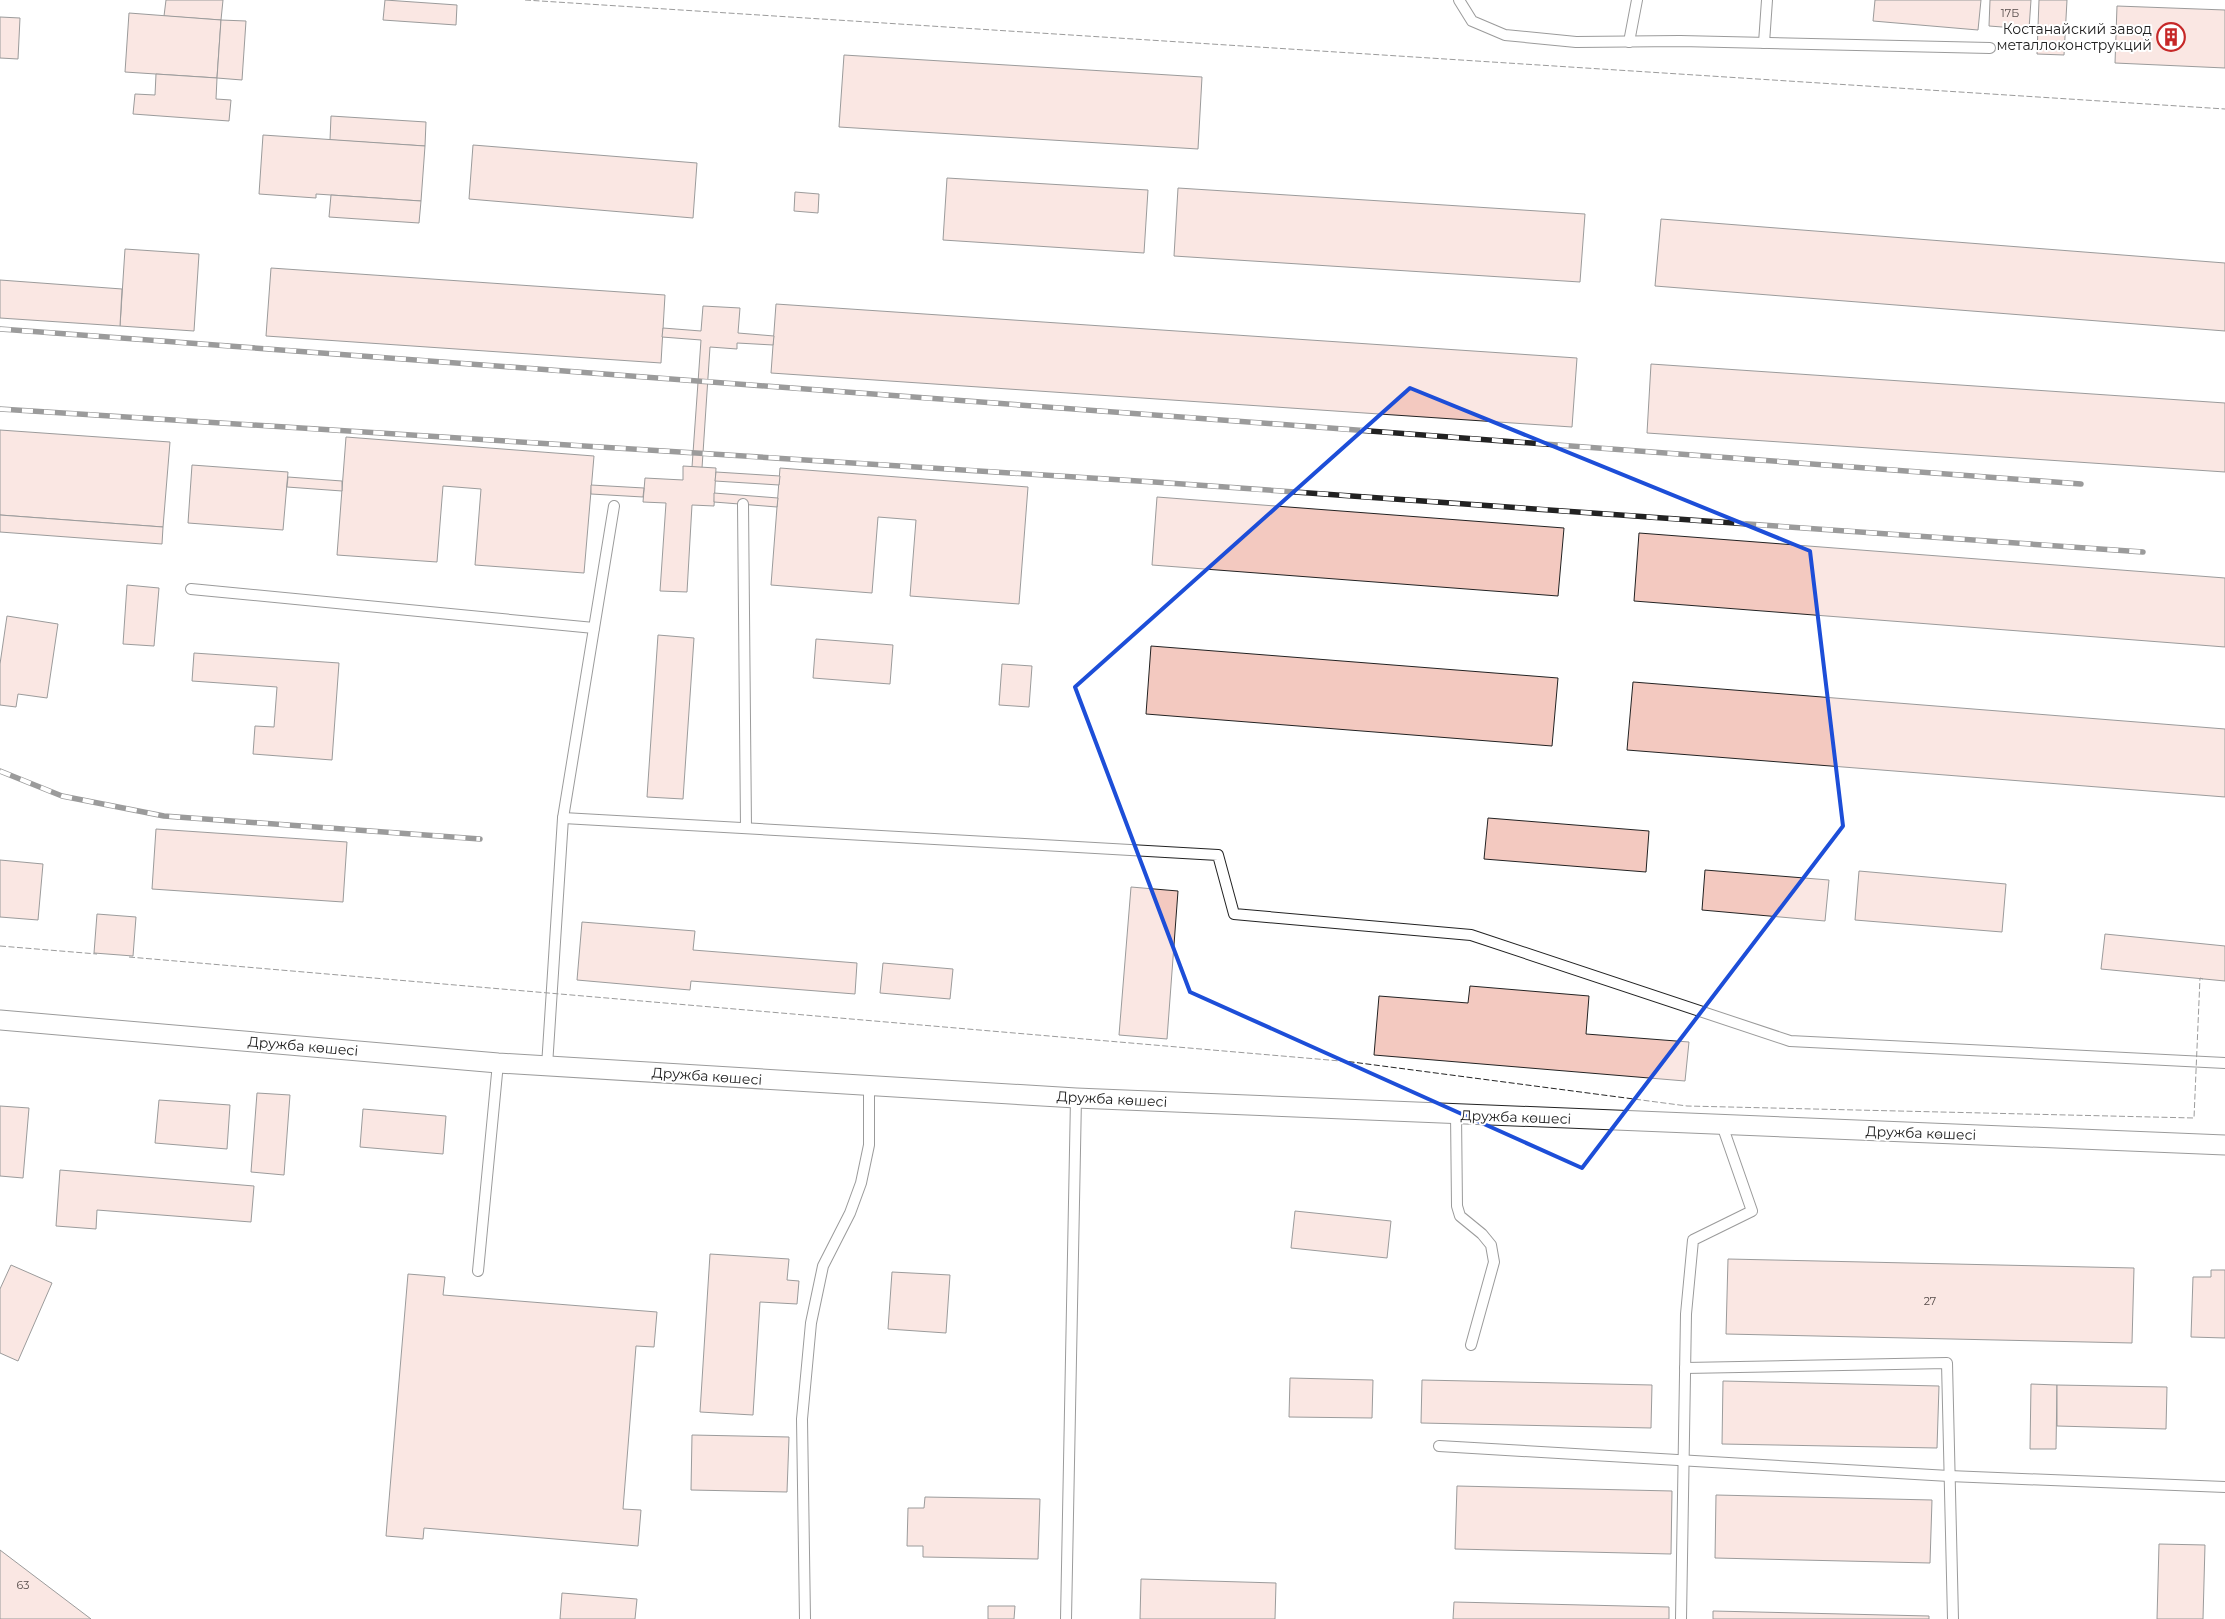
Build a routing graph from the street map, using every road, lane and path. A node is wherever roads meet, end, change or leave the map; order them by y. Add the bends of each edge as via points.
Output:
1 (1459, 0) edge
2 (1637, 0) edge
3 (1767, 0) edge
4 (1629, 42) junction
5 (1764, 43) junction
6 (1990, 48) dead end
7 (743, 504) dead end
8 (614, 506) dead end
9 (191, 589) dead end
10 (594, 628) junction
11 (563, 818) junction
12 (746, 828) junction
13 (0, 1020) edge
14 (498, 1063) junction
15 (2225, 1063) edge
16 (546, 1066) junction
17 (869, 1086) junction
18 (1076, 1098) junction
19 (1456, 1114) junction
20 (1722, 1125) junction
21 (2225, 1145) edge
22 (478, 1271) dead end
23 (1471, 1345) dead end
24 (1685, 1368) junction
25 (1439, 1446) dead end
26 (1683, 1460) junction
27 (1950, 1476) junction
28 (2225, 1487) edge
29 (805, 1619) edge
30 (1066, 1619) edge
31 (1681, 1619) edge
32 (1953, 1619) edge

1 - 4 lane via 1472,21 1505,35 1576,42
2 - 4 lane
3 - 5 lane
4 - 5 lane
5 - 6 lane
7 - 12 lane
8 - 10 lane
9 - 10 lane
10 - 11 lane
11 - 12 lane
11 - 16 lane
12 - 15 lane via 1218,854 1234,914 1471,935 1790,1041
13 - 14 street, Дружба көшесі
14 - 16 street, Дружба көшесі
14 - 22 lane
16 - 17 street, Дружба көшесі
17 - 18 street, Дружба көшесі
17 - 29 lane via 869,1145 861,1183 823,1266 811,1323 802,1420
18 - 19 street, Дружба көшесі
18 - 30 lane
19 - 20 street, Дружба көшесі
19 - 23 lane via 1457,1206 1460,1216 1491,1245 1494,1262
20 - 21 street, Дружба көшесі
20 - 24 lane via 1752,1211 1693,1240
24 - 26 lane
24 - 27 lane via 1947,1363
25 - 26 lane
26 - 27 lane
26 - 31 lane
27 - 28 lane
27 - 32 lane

### [How to complete this task]
Say how many lines in the data above contain the string "street", and give no other output.

### [Response area]
8